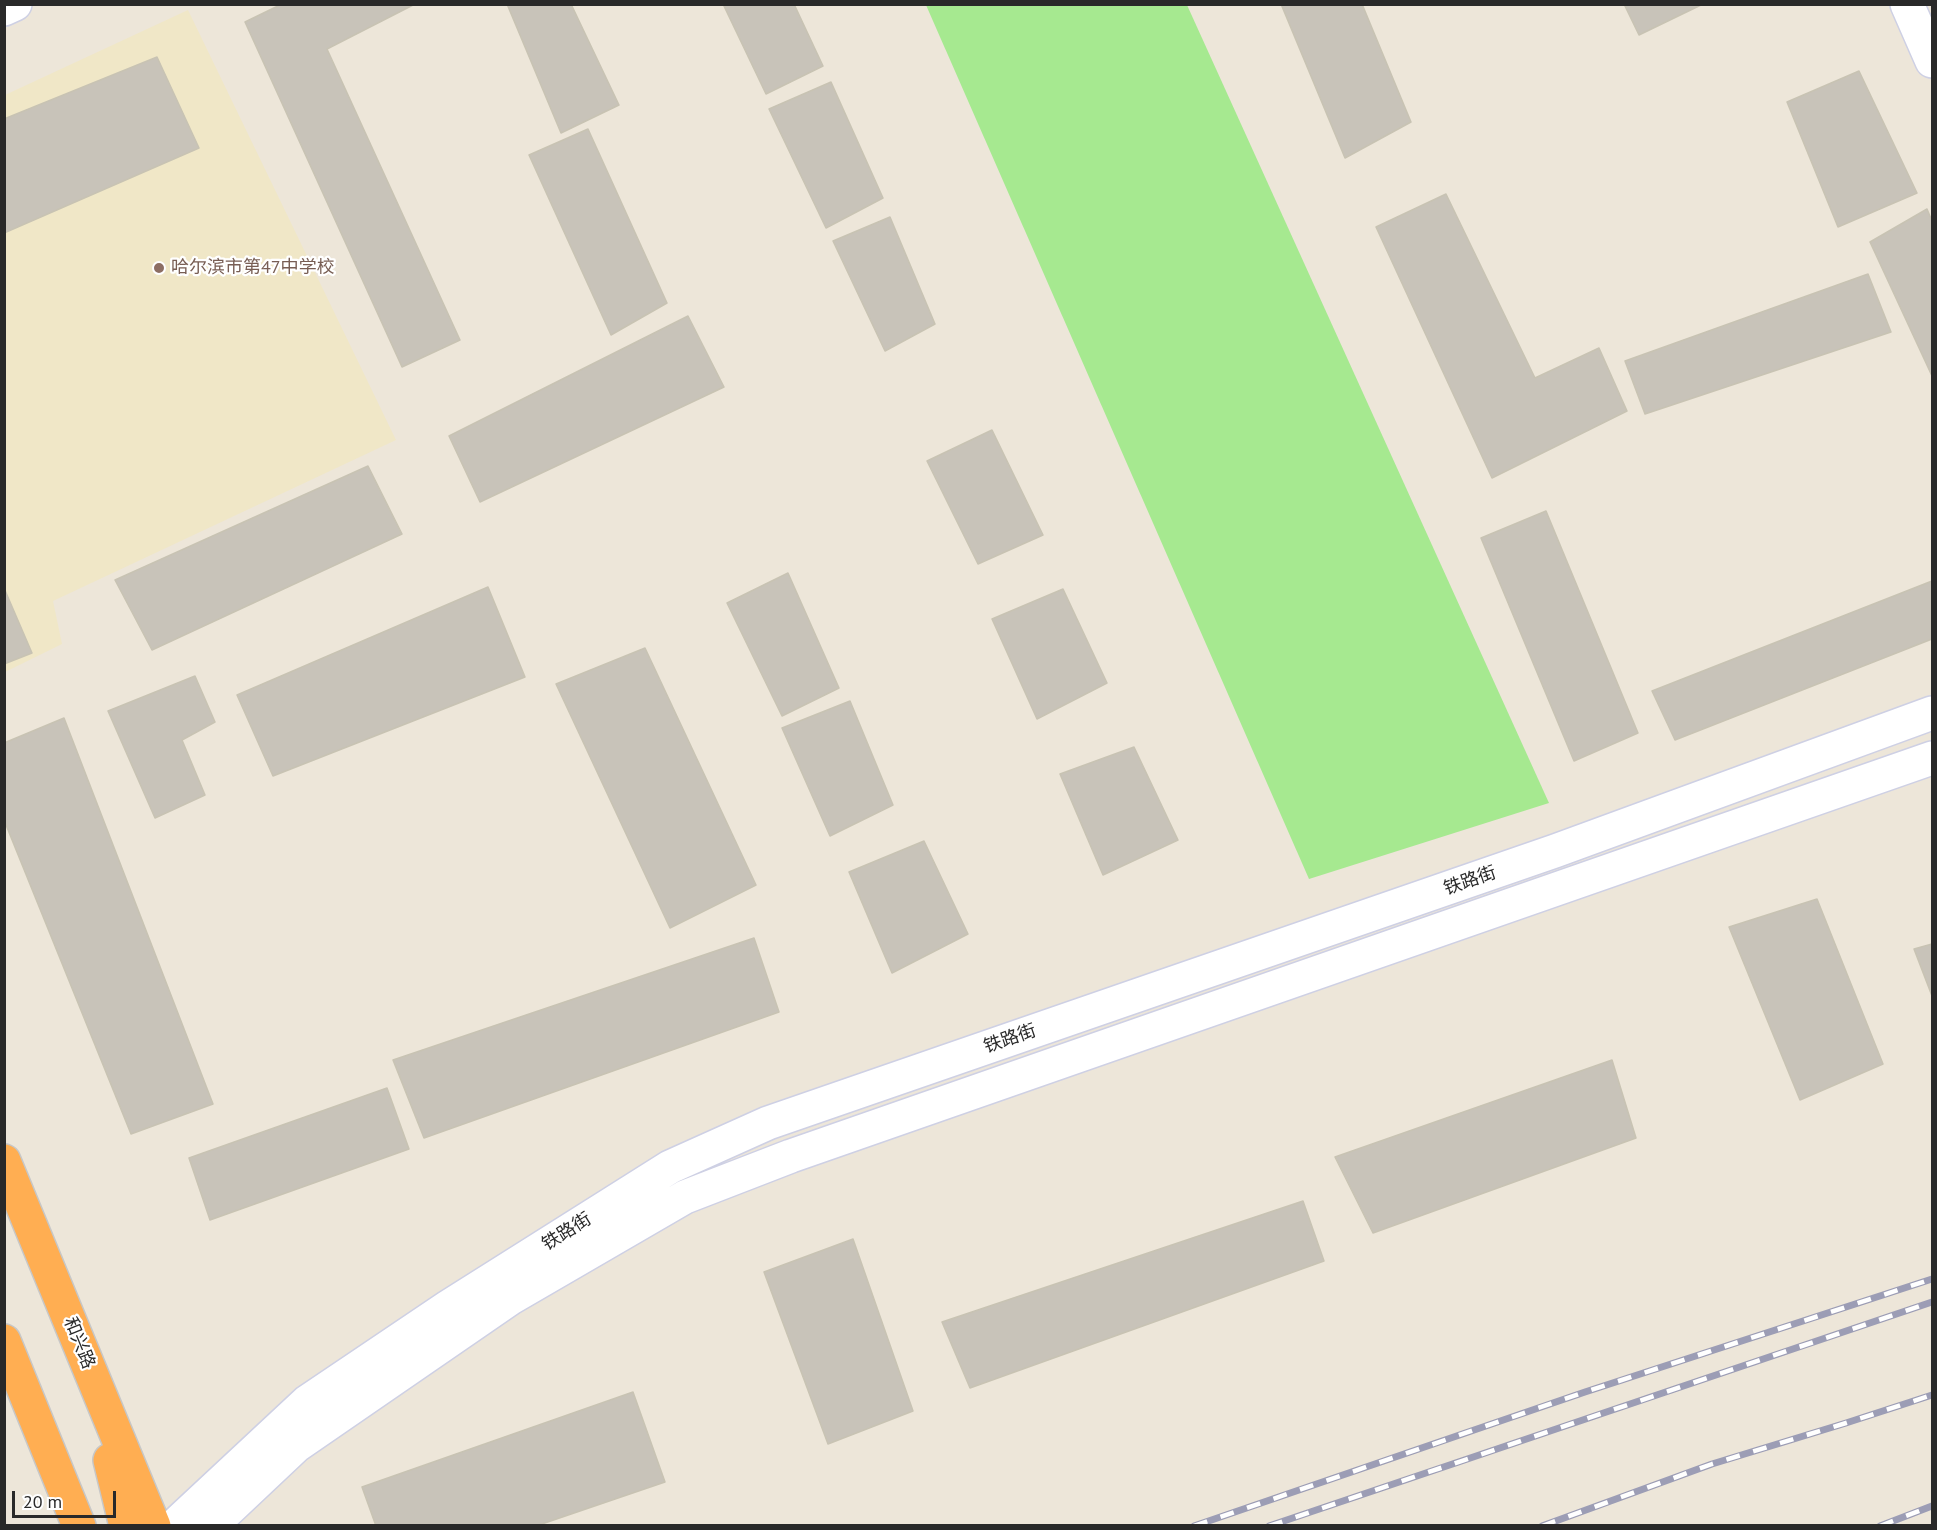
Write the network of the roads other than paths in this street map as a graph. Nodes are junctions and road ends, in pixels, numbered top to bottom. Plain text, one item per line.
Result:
1 (15, 4) edge
2 (1907, 4) edge
3 (4, 9) edge
4 (1932, 61) edge
5 (1932, 713) edge
6 (1932, 758) edge
7 (4, 1161) edge
8 (39, 1245) junction
9 (4, 1341) edge
10 (79, 1526) edge
11 (126, 1526) edge
12 (154, 1526) edge
13 (174, 1526) edge
14 (211, 1526) edge

1 - 3 main road
2 - 4 main road
5 - 13 main road, 铁路街
6 - 14 main road, 铁路街
7 - 8 highway, 和兴路
8 - 11 highway
8 - 12 highway, 和兴路
9 - 10 highway

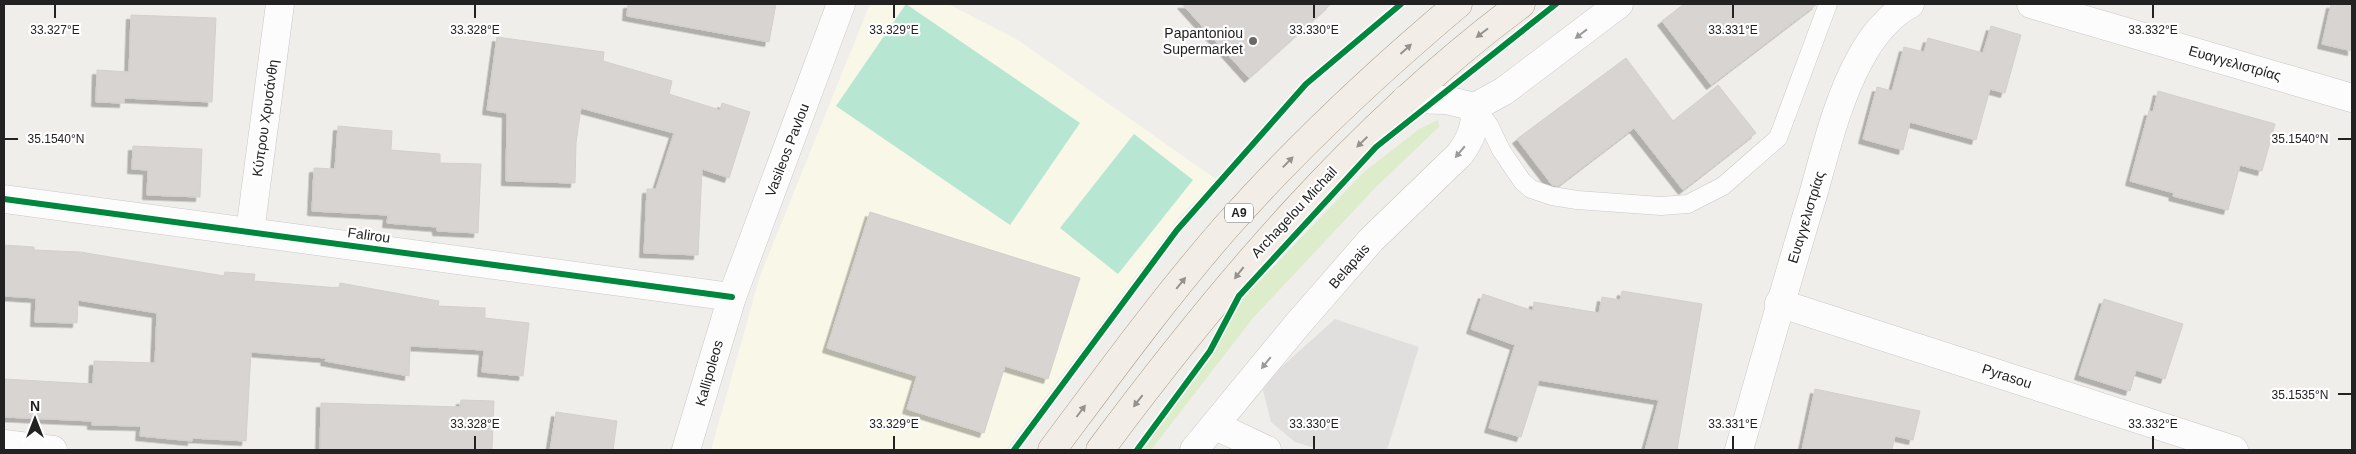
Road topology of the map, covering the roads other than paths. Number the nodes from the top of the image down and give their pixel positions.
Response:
1 (280, 4) edge
2 (841, 4) edge
3 (1458, 4) edge
4 (1521, 4) edge
5 (1619, 4) edge
6 (1828, 4) edge
7 (1910, 4) edge
8 (2030, 4) edge
9 (2352, 98) edge
10 (1406, 100) junction
11 (1474, 107) junction
12 (4, 199) edge
13 (250, 232) junction
14 (732, 297) junction
15 (1780, 303) junction
16 (1216, 426) junction
17 (2176, 441) edge
18 (4, 444) edge
19 (53, 450) edge
20 (686, 450) edge
21 (1052, 450) edge
22 (1100, 450) edge
23 (1194, 450) edge
24 (1267, 450) edge
25 (1739, 450) edge
26 (2234, 450) edge

1 - 13 street, Κύπρου Χρυσάνθη
2 - 14 street, Vasileos Pavlou
21 -> 3 main road, A9
4 -> 10 main road, Archagelou Michail
5 -> 11 street
6 - 11 lane
7 - 15 street, Ευαγγελιστρίας
8 - 9 street, Ευαγγελιστρίας
10 - 11 street
10 -> 22 main road, Archagelou Michail
11 -> 16 street, Belapais
12 - 13 street, Falirou
13 - 14 street, Falirou
14 - 20 street, Kallipoleos
15 - 17 street, Pyrasou
15 - 25 street, Ευαγγελιστρίας
16 - 23 street, Belapais
16 - 24 street
17 - 26 street, Pyrasou
18 - 19 street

____________

WHAT YOU WILL DO: Your reply should be the entries above, repeated exactly and free of pictures.

TASK RESULT:
Write the network of the roads other than paths in this street map as a graph. Nodes are junctions and road ends, in pixels, numbered top to bottom. Plain text, one item per line.
Result:
1 (15, 4) edge
2 (1907, 4) edge
3 (4, 9) edge
4 (1932, 61) edge
5 (1932, 713) edge
6 (1932, 758) edge
7 (4, 1161) edge
8 (39, 1245) junction
9 (4, 1341) edge
10 (79, 1526) edge
11 (126, 1526) edge
12 (154, 1526) edge
13 (174, 1526) edge
14 (211, 1526) edge

1 - 3 main road
2 - 4 main road
5 - 13 main road, 铁路街
6 - 14 main road, 铁路街
7 - 8 highway, 和兴路
8 - 11 highway
8 - 12 highway, 和兴路
9 - 10 highway

Road topology of the map, covering the roads other than paths. Number the nodes from the top of the image down and give their pixel positions.
Response:
1 (280, 4) edge
2 (841, 4) edge
3 (1458, 4) edge
4 (1521, 4) edge
5 (1619, 4) edge
6 (1828, 4) edge
7 (1910, 4) edge
8 (2030, 4) edge
9 (2352, 98) edge
10 (1406, 100) junction
11 (1474, 107) junction
12 (4, 199) edge
13 (250, 232) junction
14 (732, 297) junction
15 (1780, 303) junction
16 (1216, 426) junction
17 (2176, 441) edge
18 (4, 444) edge
19 (53, 450) edge
20 (686, 450) edge
21 (1052, 450) edge
22 (1100, 450) edge
23 (1194, 450) edge
24 (1267, 450) edge
25 (1739, 450) edge
26 (2234, 450) edge

1 - 13 street, Κύπρου Χρυσάνθη
2 - 14 street, Vasileos Pavlou
21 -> 3 main road, A9
4 -> 10 main road, Archagelou Michail
5 -> 11 street
6 - 11 lane
7 - 15 street, Ευαγγελιστρίας
8 - 9 street, Ευαγγελιστρίας
10 - 11 street
10 -> 22 main road, Archagelou Michail
11 -> 16 street, Belapais
12 - 13 street, Falirou
13 - 14 street, Falirou
14 - 20 street, Kallipoleos
15 - 17 street, Pyrasou
15 - 25 street, Ευαγγελιστρίας
16 - 23 street, Belapais
16 - 24 street
17 - 26 street, Pyrasou
18 - 19 street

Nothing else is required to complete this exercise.